The conference, which took place from Sunday 26 June to Friday 1 July, was attended by record numbers of people from all over the world. Hundreds of plenary sessions, technical programmes and courses took place throughout the week, covering such topics as gravitational waves and the fate of the universe to comet landings and extrasolar planetary imaging.
“We were up to 2,715 delegates,” says Rob. “Of all the events we run, this one is unique in that most of the people working in the field today come to it. Everybody is here, and to me that’s massively exciting.”
Needless to say the week required no small amount of preparation, organisation and space. “Edinburgh was always a bit of a pipe dream,” says Rob. “The EICC just wasn’t big enough previously, but after the remodel we knew it would work. It’s first-class in terms of the IT backbone infrastructure. The facility is beautiful and the location is perfect. All of the staff we’ve worked with have been fantastic. The organisation and the support, both in the lead up to and during the conference, have all been top notch.
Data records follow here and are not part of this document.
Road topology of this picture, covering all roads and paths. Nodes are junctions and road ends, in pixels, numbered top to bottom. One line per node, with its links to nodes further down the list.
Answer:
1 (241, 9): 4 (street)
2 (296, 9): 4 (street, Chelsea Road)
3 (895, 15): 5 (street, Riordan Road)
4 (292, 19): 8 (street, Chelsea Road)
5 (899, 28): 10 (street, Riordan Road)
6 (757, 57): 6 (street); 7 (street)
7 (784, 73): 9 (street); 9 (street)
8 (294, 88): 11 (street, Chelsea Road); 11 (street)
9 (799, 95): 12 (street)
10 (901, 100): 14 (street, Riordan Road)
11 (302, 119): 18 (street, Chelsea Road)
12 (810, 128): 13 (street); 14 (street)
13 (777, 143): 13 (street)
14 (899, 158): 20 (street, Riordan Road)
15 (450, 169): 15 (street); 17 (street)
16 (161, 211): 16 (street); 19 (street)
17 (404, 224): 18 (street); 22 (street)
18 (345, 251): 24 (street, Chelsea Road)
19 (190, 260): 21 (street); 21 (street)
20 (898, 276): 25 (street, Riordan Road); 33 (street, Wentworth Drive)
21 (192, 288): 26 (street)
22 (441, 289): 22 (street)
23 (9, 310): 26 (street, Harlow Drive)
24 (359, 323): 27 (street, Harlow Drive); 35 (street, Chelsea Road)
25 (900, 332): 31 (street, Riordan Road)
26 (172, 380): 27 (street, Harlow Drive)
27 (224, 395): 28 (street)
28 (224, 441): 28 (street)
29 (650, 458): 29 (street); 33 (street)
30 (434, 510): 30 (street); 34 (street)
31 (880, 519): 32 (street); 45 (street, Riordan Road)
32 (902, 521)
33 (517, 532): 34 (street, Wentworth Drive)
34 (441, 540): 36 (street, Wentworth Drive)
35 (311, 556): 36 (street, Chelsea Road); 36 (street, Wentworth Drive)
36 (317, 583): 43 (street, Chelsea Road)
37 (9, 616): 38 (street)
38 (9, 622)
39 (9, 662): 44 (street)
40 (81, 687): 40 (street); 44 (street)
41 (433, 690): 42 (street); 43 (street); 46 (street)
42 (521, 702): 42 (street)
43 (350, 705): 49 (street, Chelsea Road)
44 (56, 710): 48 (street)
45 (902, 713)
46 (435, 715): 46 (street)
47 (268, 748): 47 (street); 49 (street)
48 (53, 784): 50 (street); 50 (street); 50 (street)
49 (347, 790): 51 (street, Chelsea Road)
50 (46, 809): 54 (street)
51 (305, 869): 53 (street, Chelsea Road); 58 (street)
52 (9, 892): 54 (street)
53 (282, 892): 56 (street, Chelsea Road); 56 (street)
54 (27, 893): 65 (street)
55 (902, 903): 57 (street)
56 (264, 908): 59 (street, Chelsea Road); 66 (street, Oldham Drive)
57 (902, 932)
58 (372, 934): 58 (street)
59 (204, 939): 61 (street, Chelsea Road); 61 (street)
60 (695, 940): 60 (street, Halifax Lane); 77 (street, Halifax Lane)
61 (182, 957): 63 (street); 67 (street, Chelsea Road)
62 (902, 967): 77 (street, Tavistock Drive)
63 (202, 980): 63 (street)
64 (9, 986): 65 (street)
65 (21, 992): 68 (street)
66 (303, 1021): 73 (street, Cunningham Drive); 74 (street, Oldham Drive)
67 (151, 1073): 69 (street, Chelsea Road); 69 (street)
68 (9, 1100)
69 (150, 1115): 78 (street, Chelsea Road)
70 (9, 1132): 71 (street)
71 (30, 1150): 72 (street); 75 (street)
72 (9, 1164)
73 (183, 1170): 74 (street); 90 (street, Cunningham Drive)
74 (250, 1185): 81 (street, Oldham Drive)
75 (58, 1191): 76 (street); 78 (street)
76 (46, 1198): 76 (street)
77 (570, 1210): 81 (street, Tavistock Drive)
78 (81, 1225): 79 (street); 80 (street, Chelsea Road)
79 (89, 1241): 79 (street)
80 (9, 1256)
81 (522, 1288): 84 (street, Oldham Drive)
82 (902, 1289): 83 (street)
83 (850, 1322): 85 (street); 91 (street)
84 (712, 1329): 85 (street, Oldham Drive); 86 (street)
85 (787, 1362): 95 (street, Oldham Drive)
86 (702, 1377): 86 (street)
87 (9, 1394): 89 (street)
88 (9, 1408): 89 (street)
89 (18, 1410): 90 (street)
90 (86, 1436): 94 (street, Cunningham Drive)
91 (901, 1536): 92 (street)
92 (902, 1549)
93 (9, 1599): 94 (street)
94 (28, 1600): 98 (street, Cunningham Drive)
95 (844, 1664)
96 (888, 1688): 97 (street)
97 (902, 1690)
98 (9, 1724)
“The conference Chairs have said that the audio-visual (AV) staff support at the EICC was the best they’ve ever seen at a conference. The astronomy community is particularly exacting when it comes to AV quality because of the nature of the images and videos in their presentations, so this isn’t idle feedback.”
SPIE’s Astronomical Telescopes + Instrumentation conference is expected to contribute some £4.85 million into the local economy, and Rob puts a large part of this year’s success down to the location. “Just based on the dramatic increase in numbers this year, I think it’s clear that Edinburgh was a major draw. We completely sold out of industry exhibition space three months before the event.”
The impact of the conference on the global research and development of these discovery tools goes beyond measure – and with every such event in the future our vision and understanding of the cosmos will be advanced.
Gregory was right: the journey he began all those years ago is now well under way.
Cosmology in the capital
Professor Colin Cunningham, Local Symposium Chair for SPIE and Director of the UK Extremely Large Telescope Programme based at the Royal Observatory in Edinburgh, turns his gaze to some of the capital’s past and present astronomic achievements.
James Gregory publishes his design for a reflecting telescope and later assumes the Chair of Mathematics at the University of Edinburgh.
The Royal Observatory Edinburgh (ROE) is relocated to Blackford Hill. Edinburgh moves to the forefront of world astronomy.
First light for the United Kingdom Infrared Telescope (UKIRT) in Hawaii, built by the ROE. It was the biggest telescope in the world dedicated to infrared observing for many years.
The Infrared Array Camera is designed and built by the ROE for the UKIRT. It provides data for hundreds of papers on topics from the origins of distant galaxies to comets flying past the Earth.
The Submillimetre Common User Bolometer Array (SCUBA) is installed on the James Clerk Maxwell Telescope, built by ROE. It is the first real camera for observing sub millimeter wavelengths and discovers the source of half the light in the universe.
The Mid Infrared Instrument (MIRI) is integrated with the James Webb Telescope prior to launch in 2018. MIRI is a joint European-US project, with the European-side led by Professor Gillian Wright, Director of the UK Astronomy Technology Centre at the ROE.